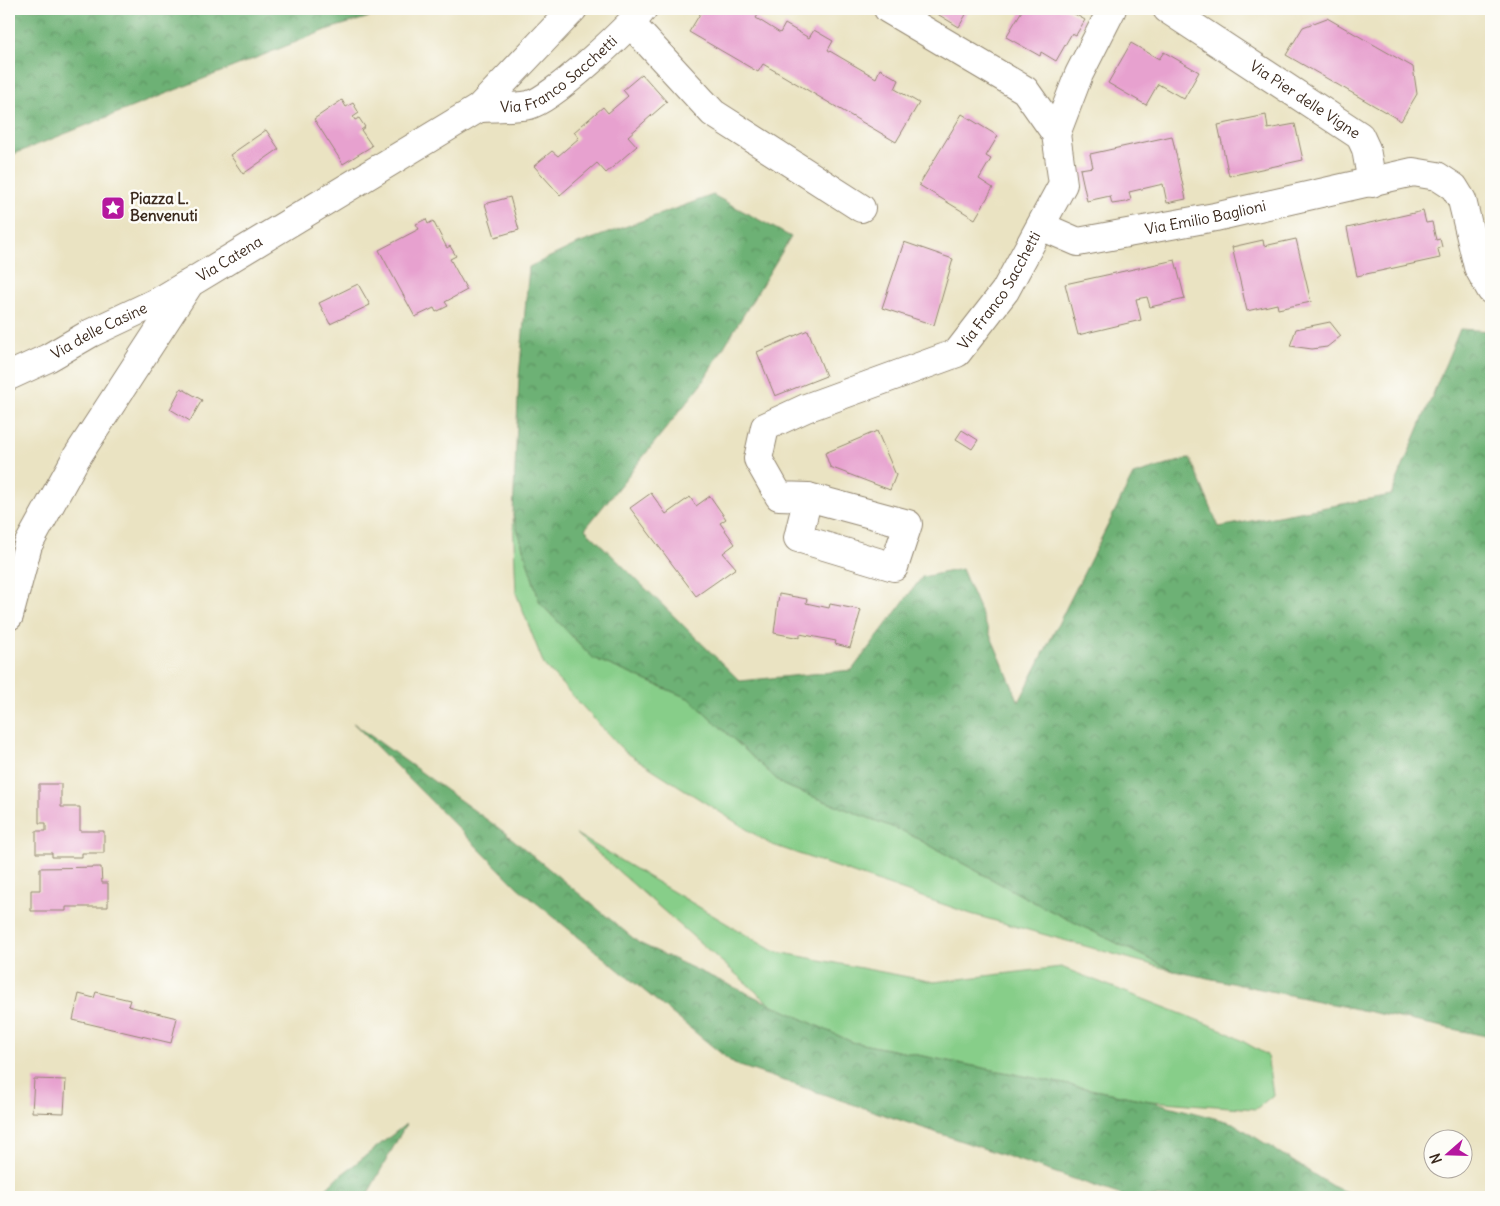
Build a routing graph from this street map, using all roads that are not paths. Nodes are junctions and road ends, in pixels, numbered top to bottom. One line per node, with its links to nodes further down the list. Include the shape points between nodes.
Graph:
1 (573, 9): 6 (street, Via Catena)
2 (888, 9): 7 (street, Via Franco Sacchetti, via 1025,90)
3 (1112, 9): 7 (street, via 1079,74)
4 (1167, 9): 8 (street, Via Pier delle Vigne, via 1360,136 1366,149)
5 (637, 16): 6 (street, Via Franco Sacchetti, via 571,78 531,105); 9 (street, Via Franco Sacchetti, via 713,113)
6 (478, 108): 11 (street, Via Catena)
7 (1056, 134): 10 (street, Via Franco Sacchetti, via 1063,184)
8 (1372, 183): 10 (street, Via Emilio Baglioni, via 1078,242); 12 (street, via 1412,172 1437,176 1454,187 1462,200 1478,267)
9 (862, 208)
10 (1041, 226): 14 (street, Via Franco Sacchetti, via 1005,291 957,353 806,408 765,427 758,459 779,496)
11 (190, 283): 13 (street, Via delle Casine); 15 (street, Via Catena, via 76,458 28,545)
12 (1491, 290)
13 (9, 376)
14 (808, 497)
15 (9, 616)

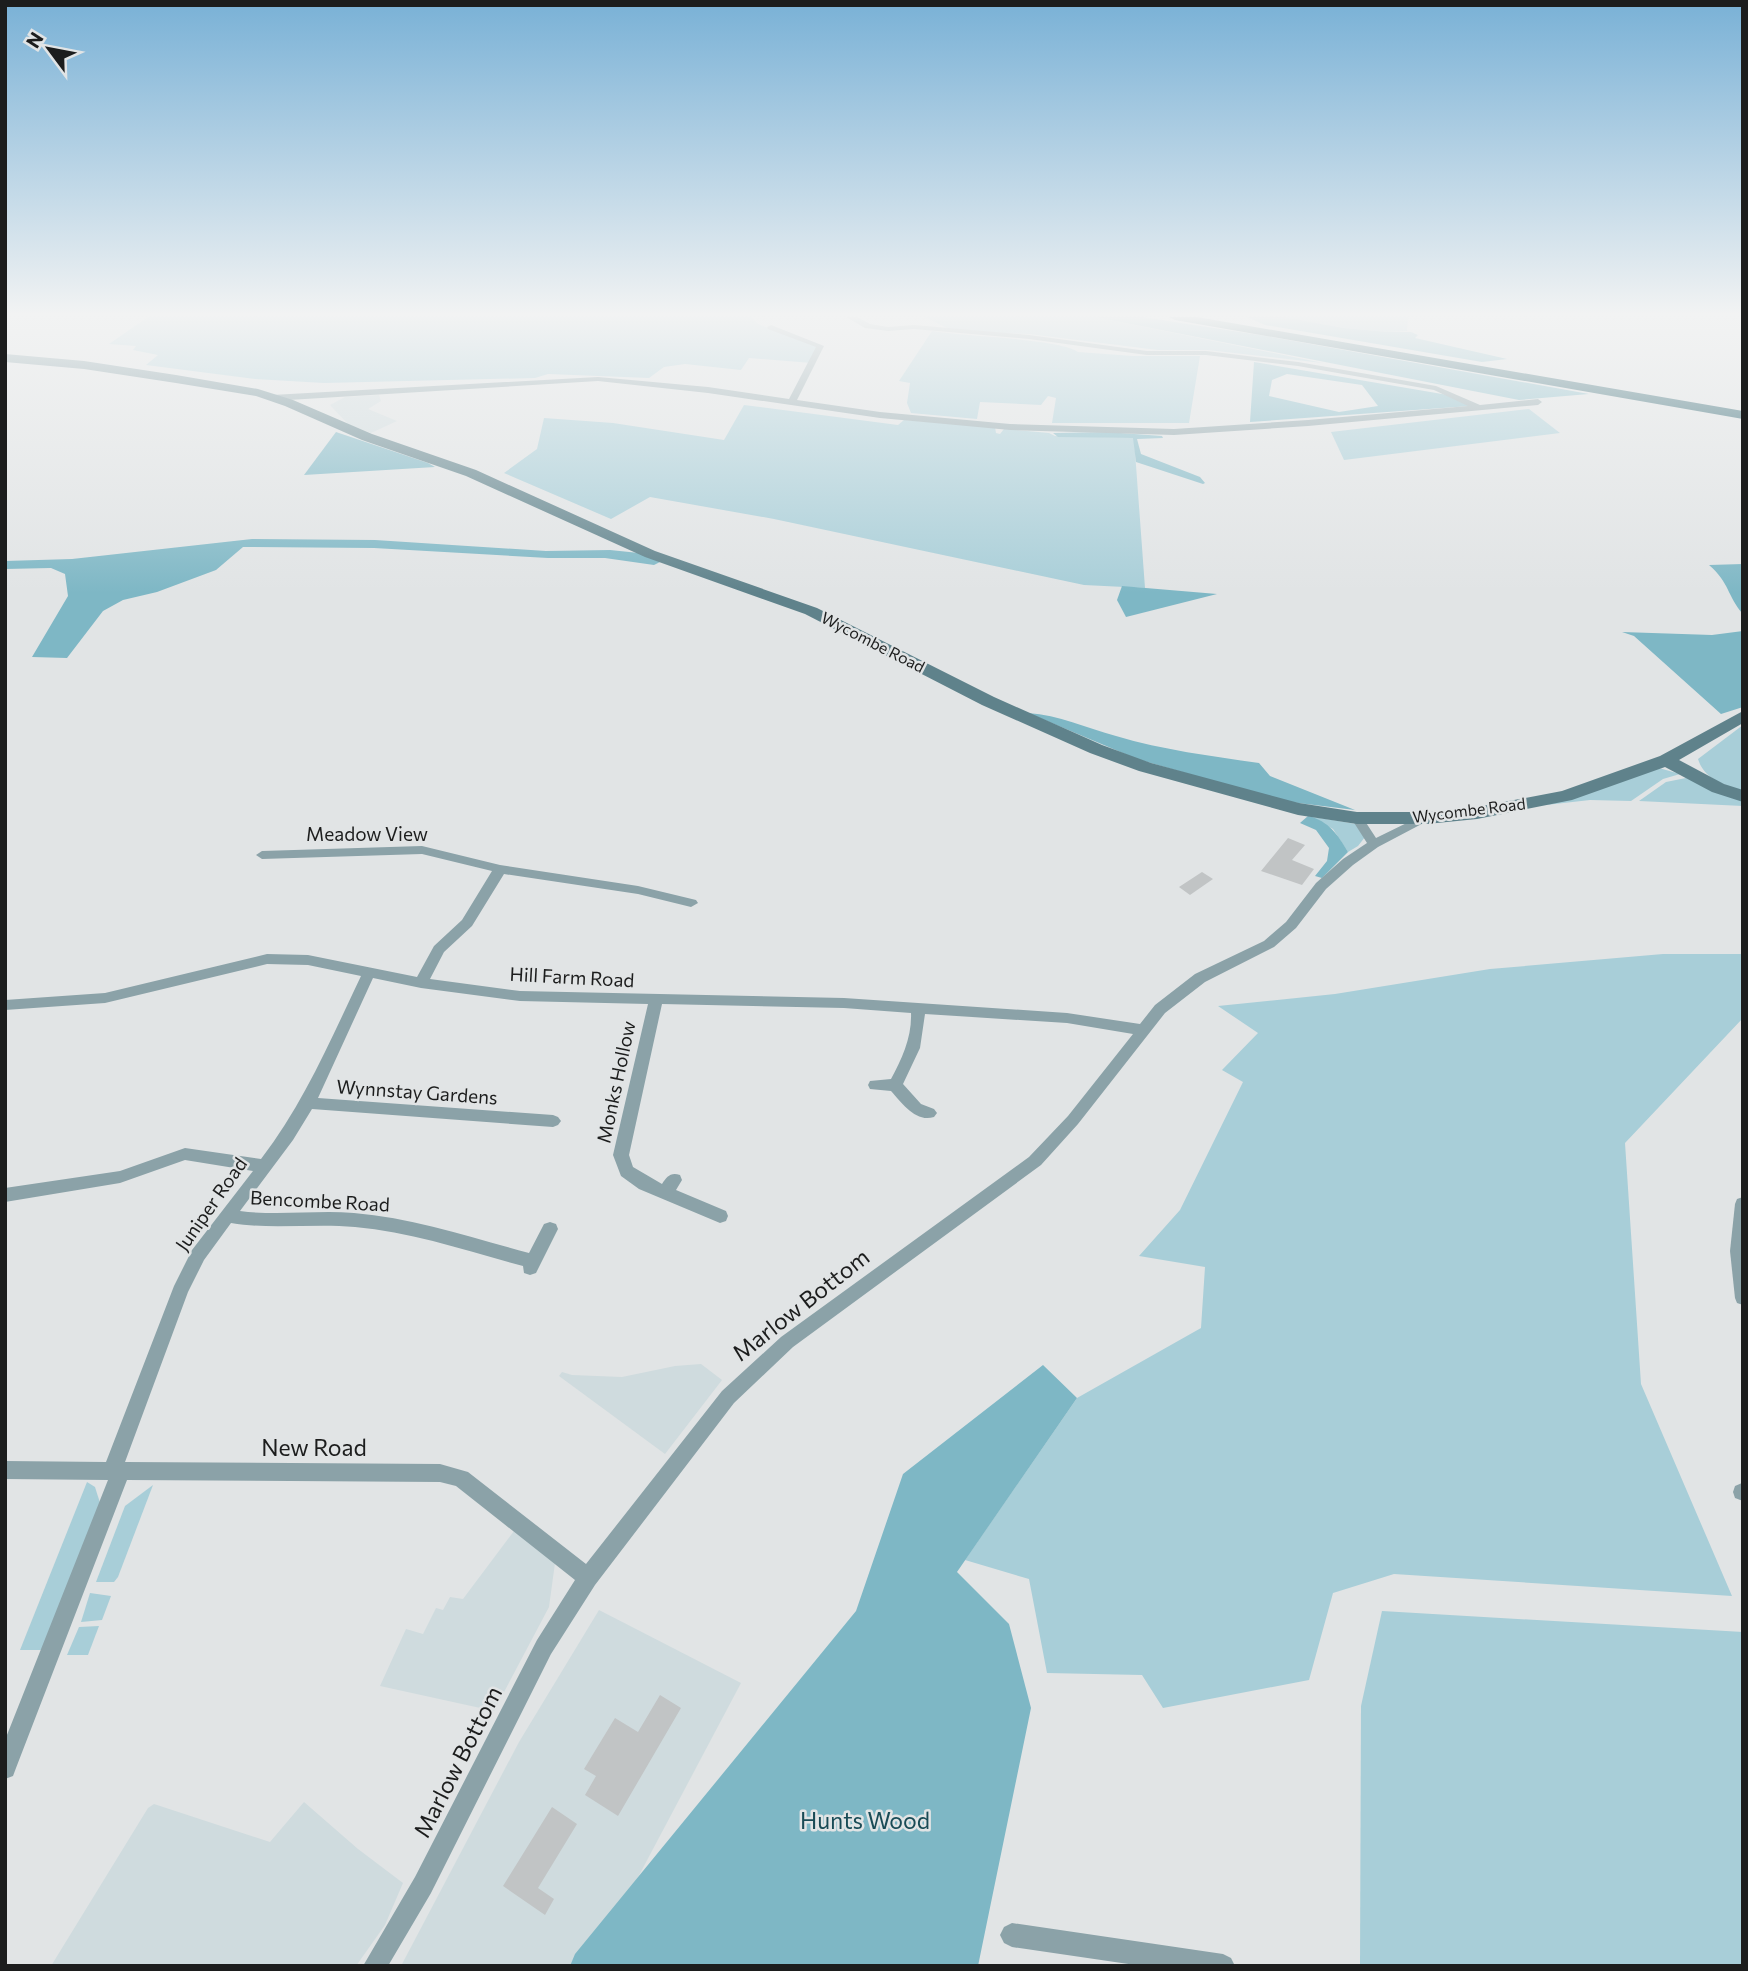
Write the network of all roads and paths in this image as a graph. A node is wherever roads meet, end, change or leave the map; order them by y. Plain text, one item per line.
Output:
1 (835, 409) edge
2 (1469, 409) edge
3 (1719, 409) edge
4 (1720, 409) edge
5 (305, 410) edge
6 (1743, 413) edge
7 (1743, 716) edge
8 (1666, 760) junction
9 (1743, 796) edge
10 (1357, 818) junction
11 (1427, 818) junction
12 (1374, 844) junction
13 (269, 856) dead end
14 (500, 869) junction
15 (682, 904) dead end
16 (369, 974) junction
17 (421, 983) junction
18 (656, 1000) junction
19 (5, 1005) edge
20 (918, 1008) junction
21 (1143, 1030) junction
22 (875, 1085) dead end
23 (895, 1085) junction
24 (308, 1103) junction
25 (929, 1112) dead end
26 (553, 1121) dead end
27 (264, 1166) junction
28 (5, 1195) edge
29 (1743, 1204) edge
30 (228, 1216) junction
31 (720, 1216) dead end
32 (550, 1228) dead end
33 (1741, 1271) edge
34 (1743, 1298) edge
35 (5, 1470) edge
36 (117, 1471) junction
37 (588, 1578) junction
38 (5, 1768) edge
39 (1012, 1935) dead end
40 (1154, 1961) edge
41 (375, 1966) edge
42 (1223, 1966) edge

1 - 2 street
3 - 6 highway
4 - 6 highway
5 - 10 street, Wycombe Road
7 - 8 street, Wycombe Road
8 - 9 street
8 - 11 street, Wycombe Road
10 - 11 street, Wycombe Road
10 - 12 street
11 - 12 street, Marlow Bottom
12 - 21 street, Marlow Bottom
13 - 14 street, Meadow View
14 - 15 street, Meadow View
14 - 17 street
16 - 17 street, Hill Farm Road
16 - 19 street, Hill Farm Road
16 - 24 street, Juniper Road
17 - 18 street, Hill Farm Road
18 - 20 street, Hill Farm Road
18 - 31 street, Monks Hollow
20 - 21 street, Hill Farm Road
20 - 23 street
21 - 37 street, Marlow Bottom
22 - 23 street
23 - 25 street
24 - 26 street, Wynnstay Gardens
24 - 27 street, Juniper Road
27 - 28 street
27 - 30 street, Juniper Road
29 - 33 street
30 - 32 street, Bencombe Road
30 - 36 street, Juniper Road
33 - 34 street
35 - 36 street, New Road
36 - 37 street, New Road
36 - 38 street, Juniper Road
37 - 41 street, Marlow Bottom
39 - 40 street
40 - 42 street

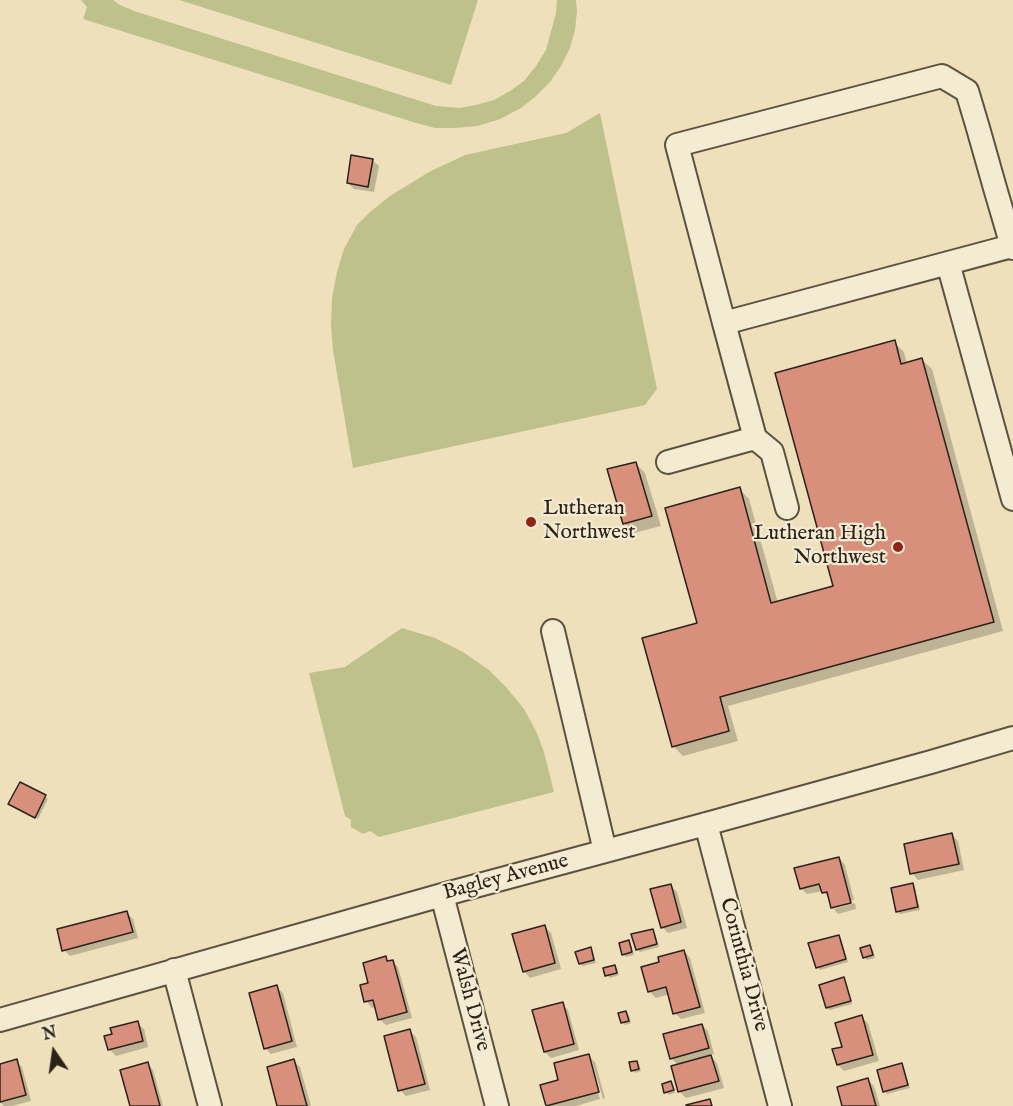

----------------

#### About this task
Write out the material above exactly; no pictures.

#### Response to the task
Build a routing graph from this street map, using all roads that are not paths. Nodes are junctions and road ends, in pixels, numbered top to bottom. One line per node, with its links to nodes further down the list. Include the shape points between nodes.
Graph:
1 (573, 9): 6 (street, Via Catena)
2 (888, 9): 7 (street, Via Franco Sacchetti, via 1025,90)
3 (1112, 9): 7 (street, via 1079,74)
4 (1167, 9): 8 (street, Via Pier delle Vigne, via 1360,136 1366,149)
5 (637, 16): 6 (street, Via Franco Sacchetti, via 571,78 531,105); 9 (street, Via Franco Sacchetti, via 713,113)
6 (478, 108): 11 (street, Via Catena)
7 (1056, 134): 10 (street, Via Franco Sacchetti, via 1063,184)
8 (1372, 183): 10 (street, Via Emilio Baglioni, via 1078,242); 12 (street, via 1412,172 1437,176 1454,187 1462,200 1478,267)
9 (862, 208)
10 (1041, 226): 14 (street, Via Franco Sacchetti, via 1005,291 957,353 806,408 765,427 758,459 779,496)
11 (190, 283): 13 (street, Via delle Casine); 15 (street, Via Catena, via 76,458 28,545)
12 (1491, 290)
13 (9, 376)
14 (808, 497)
15 (9, 616)

Write the network of all roads and paths in this image as a graph. A node is wherever roads meet, end, change or leave the map; order them by y. Plain text, one item per line.
Output:
1 (835, 409) edge
2 (1469, 409) edge
3 (1719, 409) edge
4 (1720, 409) edge
5 (305, 410) edge
6 (1743, 413) edge
7 (1743, 716) edge
8 (1666, 760) junction
9 (1743, 796) edge
10 (1357, 818) junction
11 (1427, 818) junction
12 (1374, 844) junction
13 (269, 856) dead end
14 (500, 869) junction
15 (682, 904) dead end
16 (369, 974) junction
17 (421, 983) junction
18 (656, 1000) junction
19 (5, 1005) edge
20 (918, 1008) junction
21 (1143, 1030) junction
22 (875, 1085) dead end
23 (895, 1085) junction
24 (308, 1103) junction
25 (929, 1112) dead end
26 (553, 1121) dead end
27 (264, 1166) junction
28 (5, 1195) edge
29 (1743, 1204) edge
30 (228, 1216) junction
31 (720, 1216) dead end
32 (550, 1228) dead end
33 (1741, 1271) edge
34 (1743, 1298) edge
35 (5, 1470) edge
36 (117, 1471) junction
37 (588, 1578) junction
38 (5, 1768) edge
39 (1012, 1935) dead end
40 (1154, 1961) edge
41 (375, 1966) edge
42 (1223, 1966) edge

1 - 2 street
3 - 6 highway
4 - 6 highway
5 - 10 street, Wycombe Road
7 - 8 street, Wycombe Road
8 - 9 street
8 - 11 street, Wycombe Road
10 - 11 street, Wycombe Road
10 - 12 street
11 - 12 street, Marlow Bottom
12 - 21 street, Marlow Bottom
13 - 14 street, Meadow View
14 - 15 street, Meadow View
14 - 17 street
16 - 17 street, Hill Farm Road
16 - 19 street, Hill Farm Road
16 - 24 street, Juniper Road
17 - 18 street, Hill Farm Road
18 - 20 street, Hill Farm Road
18 - 31 street, Monks Hollow
20 - 21 street, Hill Farm Road
20 - 23 street
21 - 37 street, Marlow Bottom
22 - 23 street
23 - 25 street
24 - 26 street, Wynnstay Gardens
24 - 27 street, Juniper Road
27 - 28 street
27 - 30 street, Juniper Road
29 - 33 street
30 - 32 street, Bencombe Road
30 - 36 street, Juniper Road
33 - 34 street
35 - 36 street, New Road
36 - 37 street, New Road
36 - 38 street, Juniper Road
37 - 41 street, Marlow Bottom
39 - 40 street
40 - 42 street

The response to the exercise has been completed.